Personally I'm not sure that Monte Carlo REALLY matters a huge amount, though it is true that the distribution is added information. However the really interesting stuff is going to be sets of opponents and then you get into the murky waters of what are the effects of tactics. You can reduce the battle down to the blows struck and abstract tactics in terms of simply opportunities to attack, etc, but how do you account for the fact that the evolving nature of the battle itself feeds back into how it plays out?

Even taking a simple battle with say 3 opponents on each side where they are all roughly similar creatures with basic melee attacks. Now you can pretty well model that abstractly, everyone is going to get to swing at somebody and who wins is likely to be decided almost entirely on which side focuses its attacks better. I don't think you'll learn a LOT more with this kind of scenario than with one-on-one fights.

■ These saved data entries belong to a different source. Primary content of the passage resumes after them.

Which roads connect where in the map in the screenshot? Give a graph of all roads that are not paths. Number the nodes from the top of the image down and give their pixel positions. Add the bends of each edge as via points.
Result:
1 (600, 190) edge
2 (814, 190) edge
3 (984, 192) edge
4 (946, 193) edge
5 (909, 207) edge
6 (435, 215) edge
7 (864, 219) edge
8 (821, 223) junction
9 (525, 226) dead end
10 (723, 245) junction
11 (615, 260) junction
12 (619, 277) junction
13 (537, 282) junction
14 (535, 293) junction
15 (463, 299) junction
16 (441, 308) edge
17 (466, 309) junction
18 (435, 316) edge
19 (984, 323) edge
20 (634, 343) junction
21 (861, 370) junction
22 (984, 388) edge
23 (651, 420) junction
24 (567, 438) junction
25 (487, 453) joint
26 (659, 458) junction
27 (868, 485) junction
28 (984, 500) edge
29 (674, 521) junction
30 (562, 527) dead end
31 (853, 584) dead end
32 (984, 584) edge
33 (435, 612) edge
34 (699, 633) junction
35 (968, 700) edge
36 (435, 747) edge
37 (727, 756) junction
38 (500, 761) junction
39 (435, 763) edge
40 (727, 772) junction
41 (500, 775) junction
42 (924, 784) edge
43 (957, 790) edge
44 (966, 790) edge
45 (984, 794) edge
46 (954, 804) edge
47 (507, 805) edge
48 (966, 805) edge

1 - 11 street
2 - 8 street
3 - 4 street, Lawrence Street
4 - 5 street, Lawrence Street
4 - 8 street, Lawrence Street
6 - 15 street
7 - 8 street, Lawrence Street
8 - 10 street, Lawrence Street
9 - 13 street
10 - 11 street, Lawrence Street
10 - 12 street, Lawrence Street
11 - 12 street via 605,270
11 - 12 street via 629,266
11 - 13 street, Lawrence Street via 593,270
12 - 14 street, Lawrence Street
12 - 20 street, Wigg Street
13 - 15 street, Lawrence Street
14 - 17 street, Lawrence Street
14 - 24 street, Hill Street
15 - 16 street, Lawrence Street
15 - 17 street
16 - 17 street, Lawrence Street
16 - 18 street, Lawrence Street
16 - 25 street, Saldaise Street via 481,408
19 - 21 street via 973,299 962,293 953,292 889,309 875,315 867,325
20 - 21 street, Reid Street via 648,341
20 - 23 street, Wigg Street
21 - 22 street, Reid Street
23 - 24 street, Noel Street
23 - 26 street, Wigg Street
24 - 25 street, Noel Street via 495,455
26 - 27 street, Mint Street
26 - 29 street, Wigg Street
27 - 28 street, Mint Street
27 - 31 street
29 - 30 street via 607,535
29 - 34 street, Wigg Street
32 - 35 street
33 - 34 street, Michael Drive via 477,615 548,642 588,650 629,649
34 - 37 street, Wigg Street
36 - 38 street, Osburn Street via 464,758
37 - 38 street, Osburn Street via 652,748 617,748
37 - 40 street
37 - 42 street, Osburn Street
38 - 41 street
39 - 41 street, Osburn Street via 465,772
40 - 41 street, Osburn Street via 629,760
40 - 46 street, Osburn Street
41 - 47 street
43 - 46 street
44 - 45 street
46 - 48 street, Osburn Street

But what would be a step up from that? Lets say one side has a creature that can deploy an area attack. How many of the enemy can it hit on each attack? Is this going to affect how much the other side groups its units together (presumably they need to be close to each other to all concentrate on one target). Exactly what is going to happen now is going to depend highly on exactly who moves where and when. So you can run that fight 1 million times and determine the effects of tactics randomly, but the veracity of the result depends on how true your "random effects of tactics generator" is to what happens in real games.

I kind of fear that by the time you get to something approaching the level of complexity of a level 1 party fighting a level 1 encounter with some typical monsters the number of guestimations required to do that "effects of tactics" is going to be large and nobody will ever know how accurate it is, except by actually collecting data from real combats.

And I think that is really the ultimate key. This is an area where nothing is going to beat real world data. Still, it could shed some light on certain very specific questions. I just think people would have to go back and do some sanity checking against real world data all the same.